What is being asked :: Within the entries below, find every line that has the string "numbered", then copy it.

Extracted material ::
======

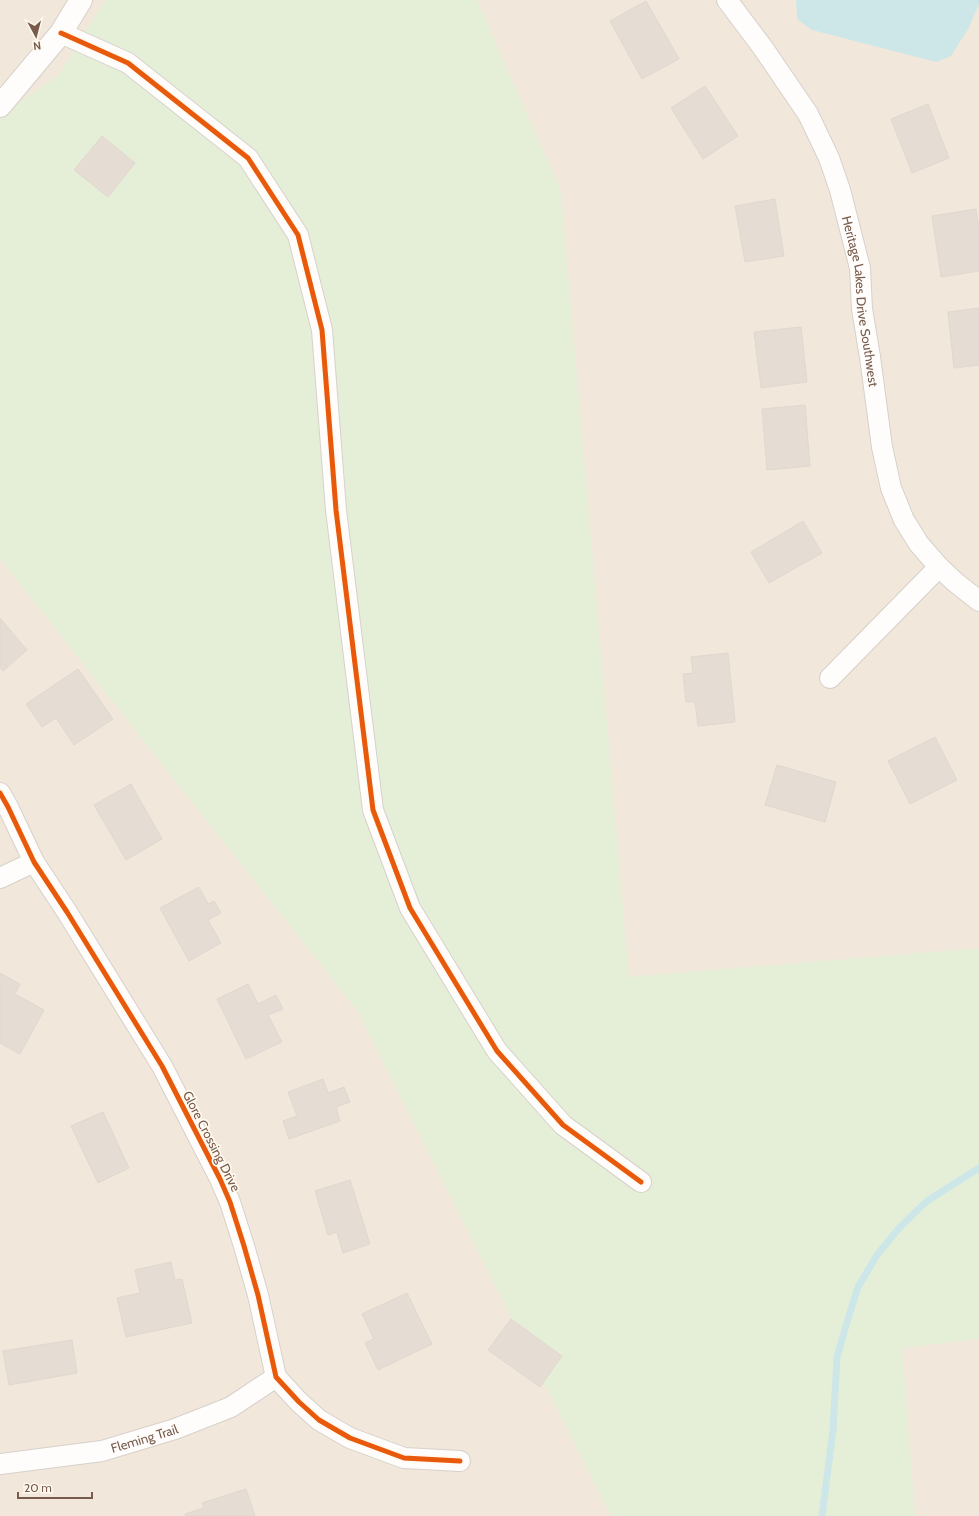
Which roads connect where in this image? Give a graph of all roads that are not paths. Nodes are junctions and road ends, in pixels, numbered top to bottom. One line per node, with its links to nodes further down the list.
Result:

======

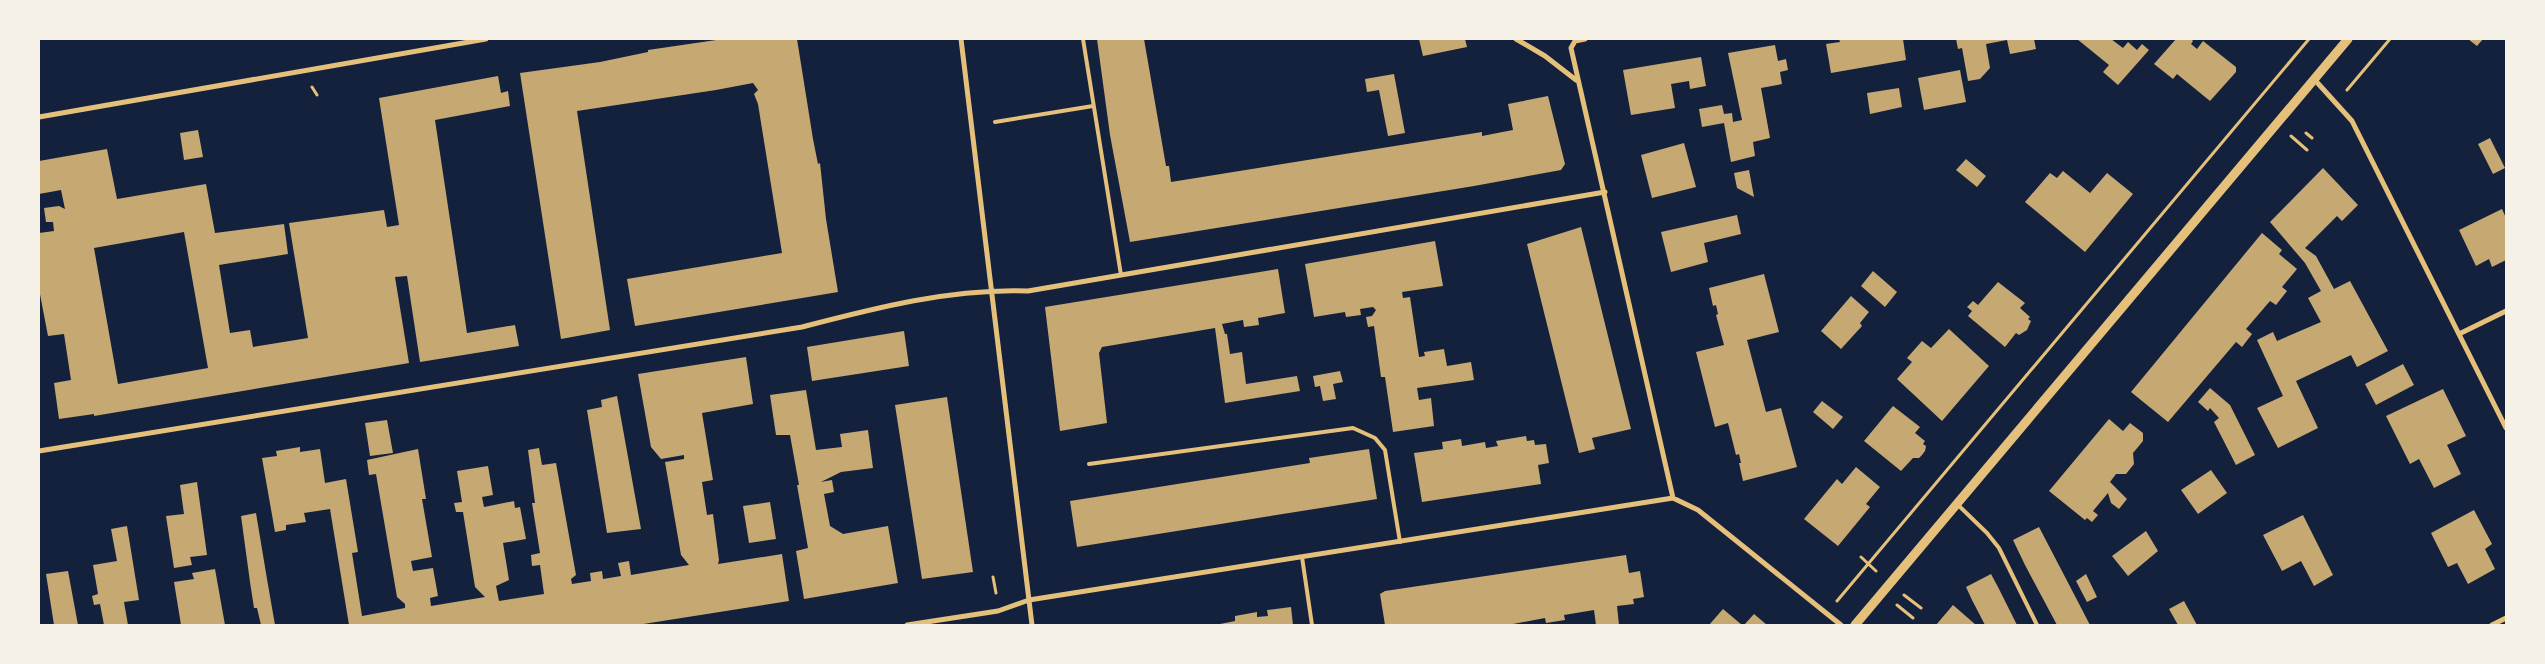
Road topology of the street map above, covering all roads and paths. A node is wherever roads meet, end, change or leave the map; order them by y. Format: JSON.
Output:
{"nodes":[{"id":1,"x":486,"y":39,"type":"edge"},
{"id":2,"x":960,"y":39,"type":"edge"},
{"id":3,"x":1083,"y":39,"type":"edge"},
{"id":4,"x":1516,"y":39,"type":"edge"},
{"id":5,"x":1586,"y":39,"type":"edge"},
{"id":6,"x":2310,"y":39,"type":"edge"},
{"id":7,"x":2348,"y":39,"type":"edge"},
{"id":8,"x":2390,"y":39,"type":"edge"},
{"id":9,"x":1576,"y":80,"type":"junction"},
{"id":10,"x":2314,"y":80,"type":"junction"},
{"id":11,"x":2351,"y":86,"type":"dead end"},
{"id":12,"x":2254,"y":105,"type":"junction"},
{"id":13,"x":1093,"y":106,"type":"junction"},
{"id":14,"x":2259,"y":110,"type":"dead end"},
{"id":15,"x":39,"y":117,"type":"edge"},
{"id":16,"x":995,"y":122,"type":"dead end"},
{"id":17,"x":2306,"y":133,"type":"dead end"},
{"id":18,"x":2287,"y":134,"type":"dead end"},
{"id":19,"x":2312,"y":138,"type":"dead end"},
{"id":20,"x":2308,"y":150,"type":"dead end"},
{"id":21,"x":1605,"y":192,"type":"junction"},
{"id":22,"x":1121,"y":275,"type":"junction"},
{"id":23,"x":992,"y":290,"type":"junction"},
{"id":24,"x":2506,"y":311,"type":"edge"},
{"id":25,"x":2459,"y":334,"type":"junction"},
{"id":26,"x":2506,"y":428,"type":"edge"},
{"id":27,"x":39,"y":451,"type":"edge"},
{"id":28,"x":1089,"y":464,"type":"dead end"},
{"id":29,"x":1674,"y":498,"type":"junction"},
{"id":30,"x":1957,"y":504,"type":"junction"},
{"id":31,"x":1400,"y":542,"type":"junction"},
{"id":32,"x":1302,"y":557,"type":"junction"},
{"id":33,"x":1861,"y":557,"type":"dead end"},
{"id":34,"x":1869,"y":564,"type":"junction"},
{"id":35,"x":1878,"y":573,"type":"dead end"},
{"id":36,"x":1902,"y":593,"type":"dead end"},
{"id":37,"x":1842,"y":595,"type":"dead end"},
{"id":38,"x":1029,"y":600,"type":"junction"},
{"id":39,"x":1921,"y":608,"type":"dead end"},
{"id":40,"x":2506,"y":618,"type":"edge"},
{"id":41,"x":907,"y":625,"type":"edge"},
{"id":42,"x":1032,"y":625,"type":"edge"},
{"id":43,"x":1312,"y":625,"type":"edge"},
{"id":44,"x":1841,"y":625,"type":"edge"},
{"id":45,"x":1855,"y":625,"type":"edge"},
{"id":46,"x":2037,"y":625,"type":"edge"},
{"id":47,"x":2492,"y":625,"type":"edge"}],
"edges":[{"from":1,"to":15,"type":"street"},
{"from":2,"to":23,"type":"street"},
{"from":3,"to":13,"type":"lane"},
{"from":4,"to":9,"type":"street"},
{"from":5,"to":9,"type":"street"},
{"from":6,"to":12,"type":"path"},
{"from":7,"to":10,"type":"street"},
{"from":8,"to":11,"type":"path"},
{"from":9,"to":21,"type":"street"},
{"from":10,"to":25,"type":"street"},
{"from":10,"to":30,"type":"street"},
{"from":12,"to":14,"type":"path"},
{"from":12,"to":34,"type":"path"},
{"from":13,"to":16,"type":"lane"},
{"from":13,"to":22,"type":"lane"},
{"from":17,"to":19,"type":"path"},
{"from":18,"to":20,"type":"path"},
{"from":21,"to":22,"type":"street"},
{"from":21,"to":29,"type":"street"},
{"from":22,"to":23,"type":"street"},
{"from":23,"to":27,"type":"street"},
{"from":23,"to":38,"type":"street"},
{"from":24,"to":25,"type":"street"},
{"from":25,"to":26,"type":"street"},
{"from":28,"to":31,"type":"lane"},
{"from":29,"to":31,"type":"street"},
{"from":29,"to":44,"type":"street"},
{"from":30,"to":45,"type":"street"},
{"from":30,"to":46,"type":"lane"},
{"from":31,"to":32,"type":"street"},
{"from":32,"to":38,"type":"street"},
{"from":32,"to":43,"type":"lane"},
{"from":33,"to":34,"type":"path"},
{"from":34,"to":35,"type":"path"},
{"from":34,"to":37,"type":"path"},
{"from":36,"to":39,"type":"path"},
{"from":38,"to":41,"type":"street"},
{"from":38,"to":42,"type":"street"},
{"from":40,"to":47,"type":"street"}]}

======

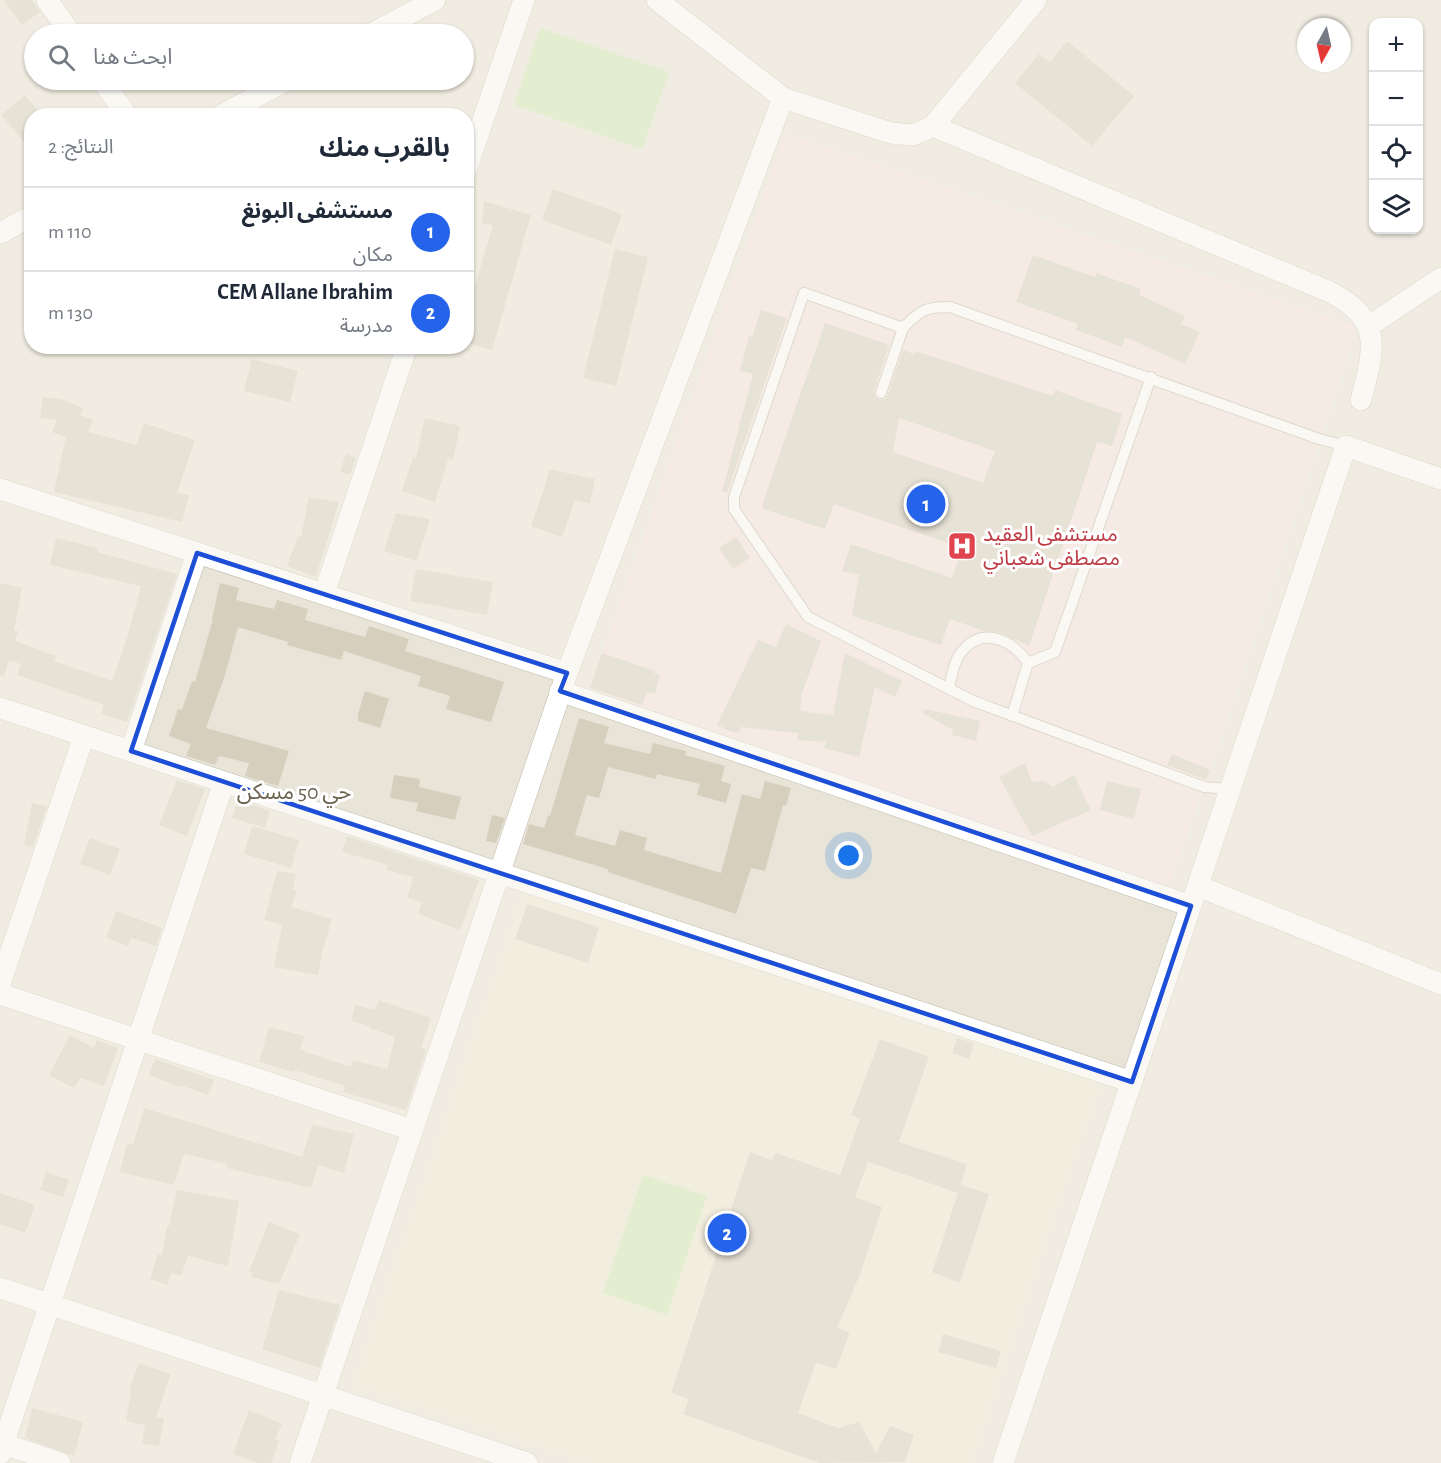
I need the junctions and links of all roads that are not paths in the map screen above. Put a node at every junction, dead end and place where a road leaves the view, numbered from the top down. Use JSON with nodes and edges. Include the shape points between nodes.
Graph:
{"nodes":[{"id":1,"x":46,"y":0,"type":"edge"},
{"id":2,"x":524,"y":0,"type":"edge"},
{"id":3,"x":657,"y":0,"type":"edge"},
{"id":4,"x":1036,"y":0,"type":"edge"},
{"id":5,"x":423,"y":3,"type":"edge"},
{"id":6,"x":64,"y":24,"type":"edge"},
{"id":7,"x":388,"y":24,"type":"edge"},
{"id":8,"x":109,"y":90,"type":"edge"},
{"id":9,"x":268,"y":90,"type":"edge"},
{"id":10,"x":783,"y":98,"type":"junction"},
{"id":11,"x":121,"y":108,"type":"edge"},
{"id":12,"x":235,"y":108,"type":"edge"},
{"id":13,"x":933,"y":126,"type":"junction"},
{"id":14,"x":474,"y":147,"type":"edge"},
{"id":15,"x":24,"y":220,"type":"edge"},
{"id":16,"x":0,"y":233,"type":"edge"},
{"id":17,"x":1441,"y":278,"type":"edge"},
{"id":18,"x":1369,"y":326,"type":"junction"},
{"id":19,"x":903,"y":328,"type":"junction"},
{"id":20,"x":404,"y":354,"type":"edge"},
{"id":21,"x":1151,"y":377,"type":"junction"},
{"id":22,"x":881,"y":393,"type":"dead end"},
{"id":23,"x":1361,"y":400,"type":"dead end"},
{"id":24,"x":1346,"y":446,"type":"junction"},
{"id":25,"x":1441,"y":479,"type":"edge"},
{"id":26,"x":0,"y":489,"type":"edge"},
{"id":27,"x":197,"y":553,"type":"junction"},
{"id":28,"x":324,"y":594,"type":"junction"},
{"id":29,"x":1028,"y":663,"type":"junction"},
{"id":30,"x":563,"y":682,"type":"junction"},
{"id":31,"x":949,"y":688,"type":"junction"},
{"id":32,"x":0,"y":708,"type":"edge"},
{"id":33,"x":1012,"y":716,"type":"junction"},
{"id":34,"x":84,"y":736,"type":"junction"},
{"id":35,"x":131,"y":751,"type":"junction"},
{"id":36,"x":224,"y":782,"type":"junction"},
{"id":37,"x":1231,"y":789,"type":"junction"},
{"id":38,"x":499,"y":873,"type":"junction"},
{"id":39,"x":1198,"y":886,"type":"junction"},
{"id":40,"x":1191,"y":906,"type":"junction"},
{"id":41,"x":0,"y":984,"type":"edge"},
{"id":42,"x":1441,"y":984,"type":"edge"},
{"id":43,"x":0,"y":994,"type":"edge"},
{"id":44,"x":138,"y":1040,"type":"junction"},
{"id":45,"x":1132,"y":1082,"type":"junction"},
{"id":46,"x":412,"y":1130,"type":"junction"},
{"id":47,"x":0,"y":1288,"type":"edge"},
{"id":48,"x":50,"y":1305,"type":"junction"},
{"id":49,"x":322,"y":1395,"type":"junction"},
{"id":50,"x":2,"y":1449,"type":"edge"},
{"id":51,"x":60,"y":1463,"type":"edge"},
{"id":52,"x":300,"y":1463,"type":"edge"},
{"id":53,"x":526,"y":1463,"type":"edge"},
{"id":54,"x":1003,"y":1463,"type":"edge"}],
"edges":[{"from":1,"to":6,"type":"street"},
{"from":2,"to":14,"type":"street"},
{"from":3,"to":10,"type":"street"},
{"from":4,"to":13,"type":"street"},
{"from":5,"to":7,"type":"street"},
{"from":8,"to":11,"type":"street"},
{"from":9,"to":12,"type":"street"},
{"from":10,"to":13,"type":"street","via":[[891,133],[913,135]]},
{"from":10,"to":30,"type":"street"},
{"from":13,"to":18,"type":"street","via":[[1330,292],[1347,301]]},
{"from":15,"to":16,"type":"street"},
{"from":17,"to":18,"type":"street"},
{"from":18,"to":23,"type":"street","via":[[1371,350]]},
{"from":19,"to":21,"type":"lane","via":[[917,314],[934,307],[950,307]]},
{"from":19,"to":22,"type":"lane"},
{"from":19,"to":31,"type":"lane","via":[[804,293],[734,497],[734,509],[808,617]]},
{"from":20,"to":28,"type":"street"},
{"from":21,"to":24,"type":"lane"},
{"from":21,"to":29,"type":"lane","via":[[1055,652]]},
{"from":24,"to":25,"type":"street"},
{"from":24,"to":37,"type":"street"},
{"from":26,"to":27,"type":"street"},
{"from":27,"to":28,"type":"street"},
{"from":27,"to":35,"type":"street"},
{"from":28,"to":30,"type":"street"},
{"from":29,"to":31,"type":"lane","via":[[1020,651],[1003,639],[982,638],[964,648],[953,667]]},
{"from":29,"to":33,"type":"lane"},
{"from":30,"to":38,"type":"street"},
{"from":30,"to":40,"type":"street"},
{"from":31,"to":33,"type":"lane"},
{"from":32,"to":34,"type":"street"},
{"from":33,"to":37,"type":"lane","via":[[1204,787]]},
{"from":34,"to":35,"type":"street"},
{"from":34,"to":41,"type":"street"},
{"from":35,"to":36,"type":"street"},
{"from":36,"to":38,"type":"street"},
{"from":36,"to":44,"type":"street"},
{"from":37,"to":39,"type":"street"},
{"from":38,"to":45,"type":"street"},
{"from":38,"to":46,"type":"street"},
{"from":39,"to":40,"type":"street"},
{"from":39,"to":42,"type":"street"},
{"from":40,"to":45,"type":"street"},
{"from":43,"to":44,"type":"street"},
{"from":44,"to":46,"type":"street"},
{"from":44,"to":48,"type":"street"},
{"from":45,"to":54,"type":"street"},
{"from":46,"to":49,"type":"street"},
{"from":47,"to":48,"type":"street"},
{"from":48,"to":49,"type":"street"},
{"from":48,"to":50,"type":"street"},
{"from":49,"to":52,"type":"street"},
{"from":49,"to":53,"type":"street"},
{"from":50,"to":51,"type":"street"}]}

======

Exercise response ::
Which roads connect where in this image? Give a graph of all roads that are not paths. Nodes are junctions and road ends, in pixels, numbered top to bottom. One line per node, with its links to nodes further down the list.
I need the junctions and links of all roads that are not paths in the map screen above. Put a node at every junction, dead end and place where a road leaves the view, numbered from the top down. Use JSON with nodes and edges. Include the shape points between nodes.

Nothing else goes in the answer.